■ TRY IT ■
If a record contains a picture, leave the picture out and transcribe everything else exactly.

■ MATERIAL FOR THIS EXERCISE ■

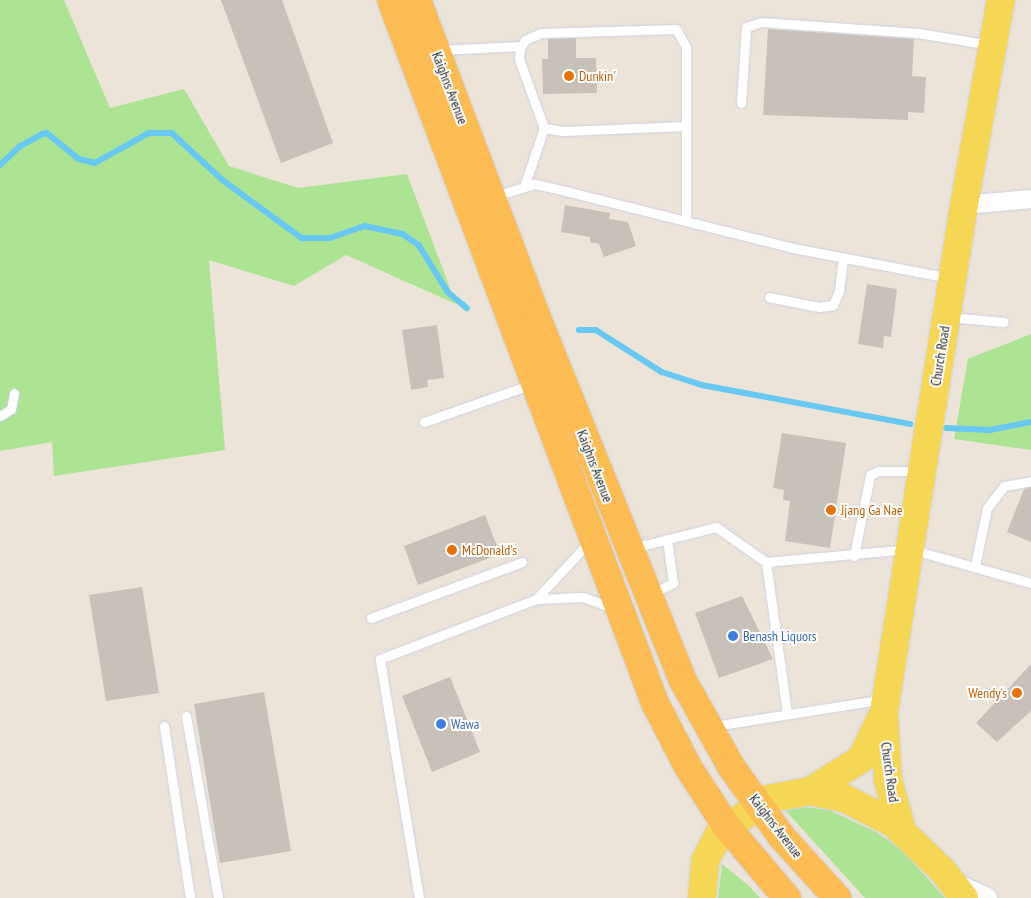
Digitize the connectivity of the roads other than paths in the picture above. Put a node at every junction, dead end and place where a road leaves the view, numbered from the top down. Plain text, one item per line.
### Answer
1 (391, 0) edge
2 (417, 0) edge
3 (1001, 0) edge
4 (994, 45) junction
5 (522, 46) junction
6 (436, 50) junction
7 (741, 103) dead end
8 (686, 126) junction
9 (544, 128) junction
10 (524, 187) junction
11 (491, 197) junction
12 (1031, 199) edge
13 (964, 205) junction
14 (686, 219) junction
15 (843, 258) junction
16 (952, 279) junction
17 (769, 296) dead end
18 (946, 316) junction
19 (1004, 322) dead end
20 (535, 383) junction
21 (14, 393) dead end
22 (0, 416) edge
23 (424, 422) dead end
24 (922, 472) junction
25 (1031, 481) edge
26 (593, 537) junction
27 (667, 539) junction
28 (910, 549) junction
29 (628, 550) junction
30 (854, 556) junction
31 (522, 562) dead end
32 (766, 562) junction
33 (975, 566) junction
34 (1031, 583) edge
35 (647, 597) junction
36 (536, 599) junction
37 (620, 611) junction
38 (371, 618) dead end
39 (885, 706) junction
40 (787, 713) junction
41 (186, 716) dead end
42 (164, 726) dead end
43 (706, 728) junction
44 (810, 791) junction
45 (758, 804) junction
46 (727, 826) junction
47 (902, 830) junction
48 (959, 890) edge
49 (700, 896) edge
50 (190, 898) edge
51 (218, 898) edge
52 (419, 898) edge
53 (787, 898) edge
54 (837, 898) edge
55 (986, 898) edge

1 - 20 highway, Kaighns Avenue
2 - 6 highway, Kaighns Avenue
3 - 4 main road, Church Road
4 - 7 lane
4 - 13 main road, Church Road
5 - 6 lane
5 - 8 lane
5 - 9 lane
6 - 11 highway, Kaighns Avenue
8 - 9 lane
8 - 14 lane
9 - 10 lane
10 - 11 lane
10 - 14 lane
11 - 29 highway, Kaighns Avenue
12 - 13 street
13 - 16 main road, Church Road
14 - 15 lane
15 - 16 lane
15 - 17 lane
16 - 18 main road, Church Road
18 - 19 lane
18 - 24 main road, Church Road
20 - 23 lane
20 - 26 highway, Kaighns Avenue
21 - 22 lane
24 - 28 main road, Church Road
24 - 30 lane
25 - 33 lane
26 - 36 lane
26 - 37 highway, Kaighns Avenue
27 - 29 lane
27 - 32 lane
27 - 35 lane
28 - 30 lane
28 - 33 lane
28 - 39 main road, Church Road
29 - 35 highway, Kaighns Avenue
30 - 32 lane
31 - 38 lane
32 - 40 lane
33 - 34 lane
35 - 43 highway, Kaighns Avenue
36 - 37 lane
36 - 52 lane
37 - 46 highway, Kaighns Avenue
39 - 40 lane
39 - 44 main road, Church Road
39 - 47 main road, Church Road
40 - 43 lane
41 - 51 lane
42 - 50 lane
43 - 45 highway, Kaighns Avenue
44 - 45 main road, Church Road
44 - 47 main road, Church Road
45 - 46 main road, Church Road
45 - 54 highway, Kaighns Avenue
46 - 49 main road, Church Road
46 - 53 highway, Kaighns Avenue
47 - 48 main road, Church Road
48 - 55 street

■ TASK RESPONSE ■
Digitize the connectivity of the roads other than paths in the picture above. Put a node at every junction, dead end and place where a road leaves the view, numbered from the top down. Plain text, one item per line.
### Answer
1 (391, 0) edge
2 (417, 0) edge
3 (1001, 0) edge
4 (994, 45) junction
5 (522, 46) junction
6 (436, 50) junction
7 (741, 103) dead end
8 (686, 126) junction
9 (544, 128) junction
10 (524, 187) junction
11 (491, 197) junction
12 (1031, 199) edge
13 (964, 205) junction
14 (686, 219) junction
15 (843, 258) junction
16 (952, 279) junction
17 (769, 296) dead end
18 (946, 316) junction
19 (1004, 322) dead end
20 (535, 383) junction
21 (14, 393) dead end
22 (0, 416) edge
23 (424, 422) dead end
24 (922, 472) junction
25 (1031, 481) edge
26 (593, 537) junction
27 (667, 539) junction
28 (910, 549) junction
29 (628, 550) junction
30 (854, 556) junction
31 (522, 562) dead end
32 (766, 562) junction
33 (975, 566) junction
34 (1031, 583) edge
35 (647, 597) junction
36 (536, 599) junction
37 (620, 611) junction
38 (371, 618) dead end
39 (885, 706) junction
40 (787, 713) junction
41 (186, 716) dead end
42 (164, 726) dead end
43 (706, 728) junction
44 (810, 791) junction
45 (758, 804) junction
46 (727, 826) junction
47 (902, 830) junction
48 (959, 890) edge
49 (700, 896) edge
50 (190, 898) edge
51 (218, 898) edge
52 (419, 898) edge
53 (787, 898) edge
54 (837, 898) edge
55 (986, 898) edge

1 - 20 highway, Kaighns Avenue
2 - 6 highway, Kaighns Avenue
3 - 4 main road, Church Road
4 - 7 lane
4 - 13 main road, Church Road
5 - 6 lane
5 - 8 lane
5 - 9 lane
6 - 11 highway, Kaighns Avenue
8 - 9 lane
8 - 14 lane
9 - 10 lane
10 - 11 lane
10 - 14 lane
11 - 29 highway, Kaighns Avenue
12 - 13 street
13 - 16 main road, Church Road
14 - 15 lane
15 - 16 lane
15 - 17 lane
16 - 18 main road, Church Road
18 - 19 lane
18 - 24 main road, Church Road
20 - 23 lane
20 - 26 highway, Kaighns Avenue
21 - 22 lane
24 - 28 main road, Church Road
24 - 30 lane
25 - 33 lane
26 - 36 lane
26 - 37 highway, Kaighns Avenue
27 - 29 lane
27 - 32 lane
27 - 35 lane
28 - 30 lane
28 - 33 lane
28 - 39 main road, Church Road
29 - 35 highway, Kaighns Avenue
30 - 32 lane
31 - 38 lane
32 - 40 lane
33 - 34 lane
35 - 43 highway, Kaighns Avenue
36 - 37 lane
36 - 52 lane
37 - 46 highway, Kaighns Avenue
39 - 40 lane
39 - 44 main road, Church Road
39 - 47 main road, Church Road
40 - 43 lane
41 - 51 lane
42 - 50 lane
43 - 45 highway, Kaighns Avenue
44 - 45 main road, Church Road
44 - 47 main road, Church Road
45 - 46 main road, Church Road
45 - 54 highway, Kaighns Avenue
46 - 49 main road, Church Road
46 - 53 highway, Kaighns Avenue
47 - 48 main road, Church Road
48 - 55 street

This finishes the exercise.